When I first saw you some 41 years ago I was 30 years old but you looked much older to me. I do not know when you and your twin were propagated but I would have put your age then at 50.
In the 37 years since I have been living next to you I have come to know you as a strong and friendly neighbour. You survived the storms that battered you over the years including the one called Gonu that took away 50m of the Shatti road but which you simply laughed at! You are resilient. I will never forget February 15, 2015 when on that day I got a call from my home requesting me to come quickly as there was a person by you with an electric saw and dishonourable intentions. Within a very short time I was next to you and I could see that you already had lost quite a few of your branches and many a twig. As I was trying to reason with this hacker, a car drove in with two Omani officials, who I later learnt were attending a conference on environment at the Crowne Plaza. They saw what was happening and because they were from the Ministry of Environment, wanted to know a bit more and see whether anyone had permission to cut you up. It would appear you were not an ordinary Ghaf but a protected one. That elitism was marked by a red paint on you, which the officials showed to your tormenter. He was told that if he touched you again he would end up as a reluctant guest in one of the police stations.

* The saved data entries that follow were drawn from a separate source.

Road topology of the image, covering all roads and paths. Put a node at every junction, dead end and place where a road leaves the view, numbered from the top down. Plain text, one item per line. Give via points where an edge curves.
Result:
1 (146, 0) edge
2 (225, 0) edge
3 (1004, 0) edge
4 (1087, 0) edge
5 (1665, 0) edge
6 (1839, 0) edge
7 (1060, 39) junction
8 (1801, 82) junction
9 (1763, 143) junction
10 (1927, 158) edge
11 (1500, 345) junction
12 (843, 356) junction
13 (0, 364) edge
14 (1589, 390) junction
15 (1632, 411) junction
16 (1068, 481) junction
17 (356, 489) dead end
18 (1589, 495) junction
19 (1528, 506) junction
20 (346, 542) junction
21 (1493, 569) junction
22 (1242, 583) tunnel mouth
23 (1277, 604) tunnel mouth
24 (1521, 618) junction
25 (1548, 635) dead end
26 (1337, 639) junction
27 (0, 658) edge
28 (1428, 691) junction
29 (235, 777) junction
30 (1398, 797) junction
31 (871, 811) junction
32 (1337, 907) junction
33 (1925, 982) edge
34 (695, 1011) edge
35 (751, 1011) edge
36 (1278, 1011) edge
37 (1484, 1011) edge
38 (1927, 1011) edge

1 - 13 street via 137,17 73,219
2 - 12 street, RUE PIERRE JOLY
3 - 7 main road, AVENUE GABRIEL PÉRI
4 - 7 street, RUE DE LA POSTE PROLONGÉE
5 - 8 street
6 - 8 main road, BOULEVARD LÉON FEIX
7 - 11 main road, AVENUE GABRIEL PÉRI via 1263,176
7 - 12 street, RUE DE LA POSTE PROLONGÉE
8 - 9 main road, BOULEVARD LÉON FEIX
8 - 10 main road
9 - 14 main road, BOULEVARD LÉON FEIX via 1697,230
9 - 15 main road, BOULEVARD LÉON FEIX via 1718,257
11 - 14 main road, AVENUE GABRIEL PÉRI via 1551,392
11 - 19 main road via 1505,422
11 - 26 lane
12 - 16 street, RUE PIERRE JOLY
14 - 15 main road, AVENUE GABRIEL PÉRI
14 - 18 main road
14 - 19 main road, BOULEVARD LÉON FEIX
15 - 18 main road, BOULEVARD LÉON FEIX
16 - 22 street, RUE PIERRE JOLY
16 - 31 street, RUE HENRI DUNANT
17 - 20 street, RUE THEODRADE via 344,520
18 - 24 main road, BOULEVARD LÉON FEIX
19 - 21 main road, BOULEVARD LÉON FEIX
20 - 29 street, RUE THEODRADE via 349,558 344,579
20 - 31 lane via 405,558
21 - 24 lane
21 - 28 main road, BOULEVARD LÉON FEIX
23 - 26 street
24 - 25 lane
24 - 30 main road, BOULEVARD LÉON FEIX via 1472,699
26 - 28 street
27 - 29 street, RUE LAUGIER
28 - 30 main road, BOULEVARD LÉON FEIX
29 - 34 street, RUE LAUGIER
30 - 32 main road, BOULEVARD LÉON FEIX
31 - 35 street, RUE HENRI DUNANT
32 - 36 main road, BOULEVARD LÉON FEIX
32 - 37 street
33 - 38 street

Someone up there likes you because you are harmless and kind. You are home to a multitude of birds and different creatures and I am almost certain that in your youth, long before they built a car park around you, you provided the shade for many an Omani family that would have sat underneath you to have the dates and coffee. You even may have had some sleep under you though I doubt it as Omanis have this fear of you that at night the Djin possesses you. Not many realise that at night you emit excessive amount of CO2 that sometimes asphyxiates those sleeping under you!
You are a true Omani with deep roots (no pun intended) and I have always advocated that more of you should be planted but because you are a slow grower many prefer a quick fix and so plant ‘foreign’ trees that, unlike you, consume a huge amount of water and shoot up quickly.
Now it has been decided by greed that you should be sacrificed for more parking spaces. Such is life! I am told, however, that you will be transferred to a better place; it is an experiment so no one knows if it will succeed or not. You at a tender age of almost 90, a girth of about 5m, height of almost 9m and a leaf span between the two of you of 15m (your weight is kept a secret but you are not a slim thing) will be transported, God only knows how, to your new premises at the Qurum Nature Reserve.
It would be great if you survive this trip though I doubt it. I am not sure someone of your age and size can withstand the rigour and trauma of being uprooted. I understand your roots are as deep as your length but all I saw when I looked at what they had done to you to shift you, was a base of roots almost 1m deep cut. Will you survive 8m of your feeding mechanism chopped off?
It had always been my hope that as nature would have it, I depart this earth before you, but it looks like you are going to beat me to it. If by a miracle you did survive this ordeal then please be rest assured that my family and I will visit you and like many an Omani will take the pleasure of eating dates and drinking coffee under your benevolent shade. If on the other hand you die then you would have done so with dignity and with having given immense pleasure to thousands of people over these decades. Your sad and helpless friend and neighbour.